**Activity:**
Check each line of the records below and collect those holding "roll".

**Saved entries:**
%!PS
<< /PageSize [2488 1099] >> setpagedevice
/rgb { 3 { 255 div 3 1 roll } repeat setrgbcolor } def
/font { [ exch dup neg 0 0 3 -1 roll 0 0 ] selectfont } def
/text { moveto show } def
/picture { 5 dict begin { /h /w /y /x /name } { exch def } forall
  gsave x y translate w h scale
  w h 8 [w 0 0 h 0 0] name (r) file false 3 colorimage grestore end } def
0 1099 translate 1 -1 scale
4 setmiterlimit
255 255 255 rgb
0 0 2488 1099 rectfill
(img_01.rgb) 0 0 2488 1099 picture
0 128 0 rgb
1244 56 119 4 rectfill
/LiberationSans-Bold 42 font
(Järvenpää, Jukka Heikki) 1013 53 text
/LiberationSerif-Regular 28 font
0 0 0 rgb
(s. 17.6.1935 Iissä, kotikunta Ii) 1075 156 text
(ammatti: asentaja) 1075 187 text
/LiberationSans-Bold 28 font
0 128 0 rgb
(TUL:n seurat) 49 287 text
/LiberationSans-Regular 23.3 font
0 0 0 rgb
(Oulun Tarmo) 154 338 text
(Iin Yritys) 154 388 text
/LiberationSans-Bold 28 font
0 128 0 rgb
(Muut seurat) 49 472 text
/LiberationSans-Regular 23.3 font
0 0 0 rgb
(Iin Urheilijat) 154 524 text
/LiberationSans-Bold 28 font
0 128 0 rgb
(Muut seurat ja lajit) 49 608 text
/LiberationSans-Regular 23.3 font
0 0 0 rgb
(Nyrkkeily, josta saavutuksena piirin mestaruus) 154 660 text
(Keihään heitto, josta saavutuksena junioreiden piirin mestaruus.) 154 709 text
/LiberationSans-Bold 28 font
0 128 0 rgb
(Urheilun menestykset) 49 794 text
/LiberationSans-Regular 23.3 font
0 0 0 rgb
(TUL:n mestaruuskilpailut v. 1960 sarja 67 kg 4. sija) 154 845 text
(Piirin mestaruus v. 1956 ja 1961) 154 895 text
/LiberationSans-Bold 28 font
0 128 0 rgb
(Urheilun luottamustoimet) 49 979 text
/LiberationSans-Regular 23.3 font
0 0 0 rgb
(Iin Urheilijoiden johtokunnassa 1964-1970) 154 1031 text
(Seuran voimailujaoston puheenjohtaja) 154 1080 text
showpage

==

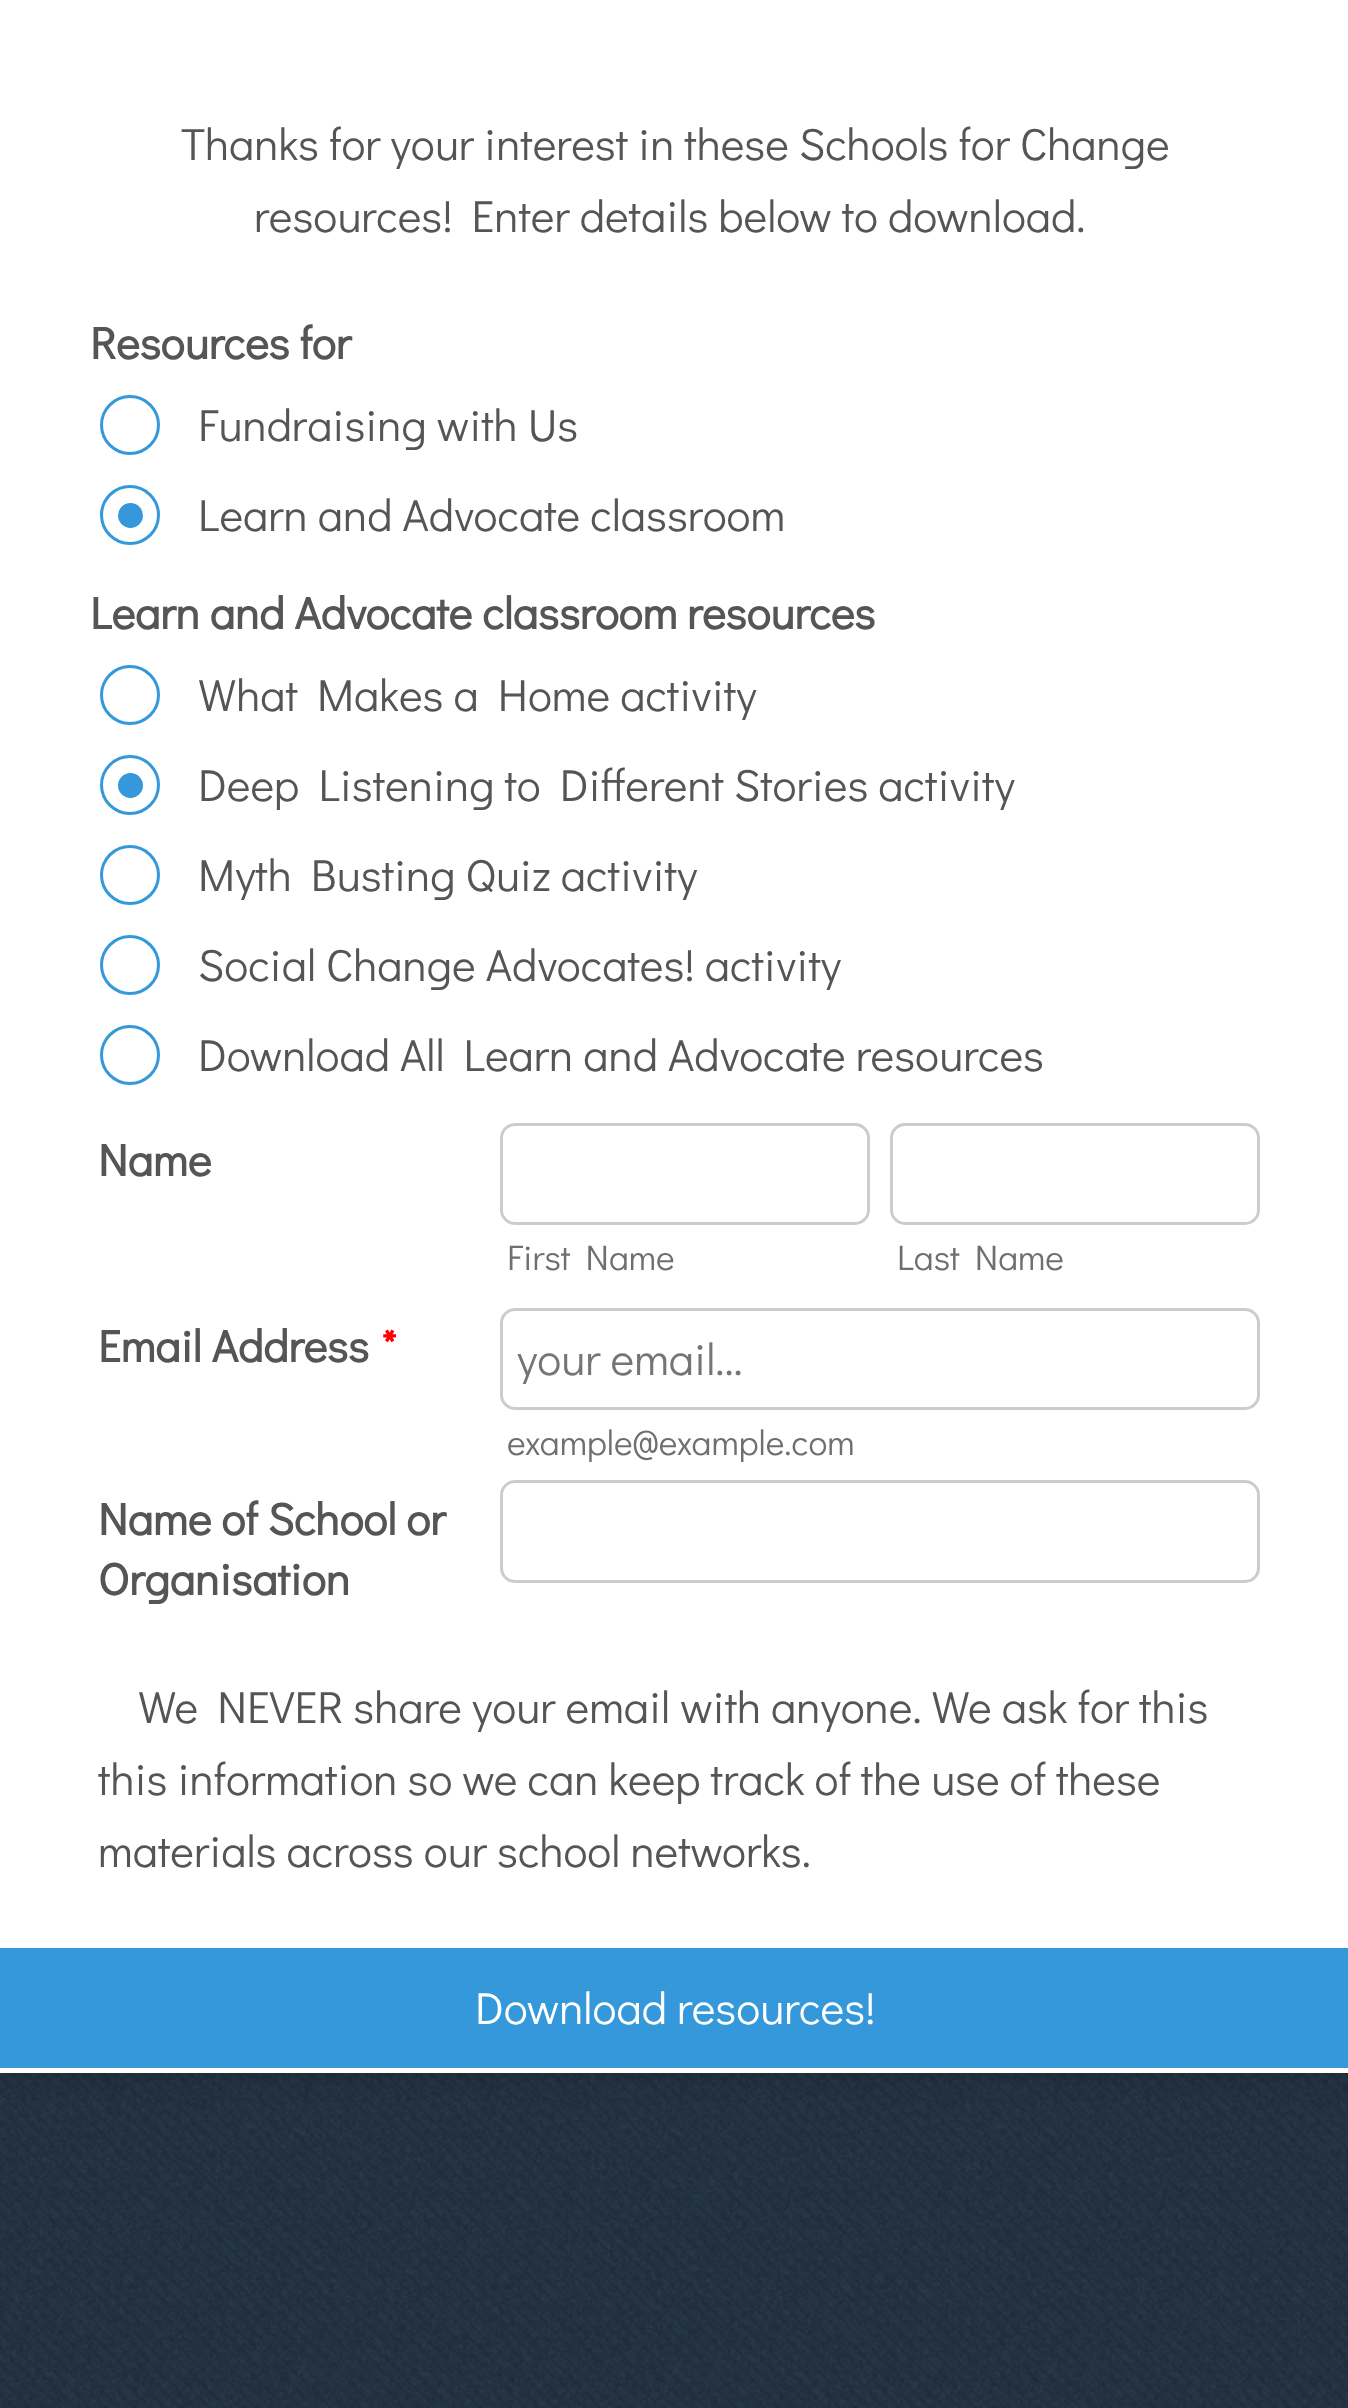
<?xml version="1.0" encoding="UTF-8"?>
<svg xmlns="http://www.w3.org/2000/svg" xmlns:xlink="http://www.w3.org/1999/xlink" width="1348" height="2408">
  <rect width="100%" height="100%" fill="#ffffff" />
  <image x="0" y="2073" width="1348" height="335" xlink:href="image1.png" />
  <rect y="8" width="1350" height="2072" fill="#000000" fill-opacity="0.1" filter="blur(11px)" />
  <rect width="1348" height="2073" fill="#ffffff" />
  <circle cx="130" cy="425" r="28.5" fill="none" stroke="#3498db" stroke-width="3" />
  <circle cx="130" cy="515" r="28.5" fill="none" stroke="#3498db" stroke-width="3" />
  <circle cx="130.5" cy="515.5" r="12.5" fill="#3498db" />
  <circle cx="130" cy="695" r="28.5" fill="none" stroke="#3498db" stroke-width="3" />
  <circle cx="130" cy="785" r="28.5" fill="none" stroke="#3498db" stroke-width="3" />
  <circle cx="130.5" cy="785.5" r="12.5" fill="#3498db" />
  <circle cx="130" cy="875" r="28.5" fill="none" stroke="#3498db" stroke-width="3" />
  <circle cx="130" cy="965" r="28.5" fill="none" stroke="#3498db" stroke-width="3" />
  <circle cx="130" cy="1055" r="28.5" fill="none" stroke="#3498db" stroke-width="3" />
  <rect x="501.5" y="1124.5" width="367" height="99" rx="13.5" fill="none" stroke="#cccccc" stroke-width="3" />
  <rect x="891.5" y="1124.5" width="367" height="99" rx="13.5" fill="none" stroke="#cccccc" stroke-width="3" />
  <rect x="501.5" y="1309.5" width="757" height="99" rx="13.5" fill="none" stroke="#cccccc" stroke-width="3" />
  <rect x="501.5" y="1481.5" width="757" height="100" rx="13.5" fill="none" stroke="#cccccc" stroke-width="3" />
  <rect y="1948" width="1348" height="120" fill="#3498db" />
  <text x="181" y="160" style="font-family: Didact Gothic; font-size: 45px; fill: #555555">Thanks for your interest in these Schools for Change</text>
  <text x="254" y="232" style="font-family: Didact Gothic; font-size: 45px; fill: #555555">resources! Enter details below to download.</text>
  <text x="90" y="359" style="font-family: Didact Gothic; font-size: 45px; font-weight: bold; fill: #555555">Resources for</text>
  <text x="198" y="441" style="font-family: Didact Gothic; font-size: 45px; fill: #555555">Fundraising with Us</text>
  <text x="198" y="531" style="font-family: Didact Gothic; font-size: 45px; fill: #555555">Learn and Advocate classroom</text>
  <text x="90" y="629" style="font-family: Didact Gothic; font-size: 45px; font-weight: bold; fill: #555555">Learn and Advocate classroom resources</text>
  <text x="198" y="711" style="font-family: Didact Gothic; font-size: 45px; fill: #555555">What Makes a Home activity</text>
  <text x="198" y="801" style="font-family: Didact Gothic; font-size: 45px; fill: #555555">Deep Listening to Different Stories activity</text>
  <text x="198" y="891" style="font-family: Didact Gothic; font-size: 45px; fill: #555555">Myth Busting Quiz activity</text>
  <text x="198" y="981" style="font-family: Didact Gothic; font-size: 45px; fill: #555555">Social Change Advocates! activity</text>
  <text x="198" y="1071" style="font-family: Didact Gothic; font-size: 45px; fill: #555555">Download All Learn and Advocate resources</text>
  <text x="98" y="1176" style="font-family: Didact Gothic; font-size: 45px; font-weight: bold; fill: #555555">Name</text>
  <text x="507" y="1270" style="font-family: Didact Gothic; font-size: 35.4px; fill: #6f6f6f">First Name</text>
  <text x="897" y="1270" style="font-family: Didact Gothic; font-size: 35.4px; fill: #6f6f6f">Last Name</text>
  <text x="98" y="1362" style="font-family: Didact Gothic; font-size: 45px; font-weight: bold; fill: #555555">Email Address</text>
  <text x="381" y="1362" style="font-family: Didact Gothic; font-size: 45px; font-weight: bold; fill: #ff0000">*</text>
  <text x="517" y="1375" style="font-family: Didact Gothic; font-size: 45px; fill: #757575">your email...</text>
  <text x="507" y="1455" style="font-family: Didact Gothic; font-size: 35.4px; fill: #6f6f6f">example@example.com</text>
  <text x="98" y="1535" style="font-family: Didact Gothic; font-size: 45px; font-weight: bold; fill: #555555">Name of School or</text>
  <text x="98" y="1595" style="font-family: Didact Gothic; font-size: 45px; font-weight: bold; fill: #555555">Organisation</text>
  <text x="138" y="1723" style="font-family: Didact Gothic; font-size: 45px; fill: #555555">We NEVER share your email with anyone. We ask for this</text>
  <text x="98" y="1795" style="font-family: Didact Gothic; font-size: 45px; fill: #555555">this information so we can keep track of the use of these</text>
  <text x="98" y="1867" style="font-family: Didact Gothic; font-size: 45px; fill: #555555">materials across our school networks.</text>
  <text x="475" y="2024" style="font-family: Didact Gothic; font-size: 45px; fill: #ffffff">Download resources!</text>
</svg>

**Result of this task:**
/rgb { 3 { 255 div 3 1 roll } repeat setrgbcolor } def
/font { [ exch dup neg 0 0 3 -1 roll 0 0 ] selectfont } def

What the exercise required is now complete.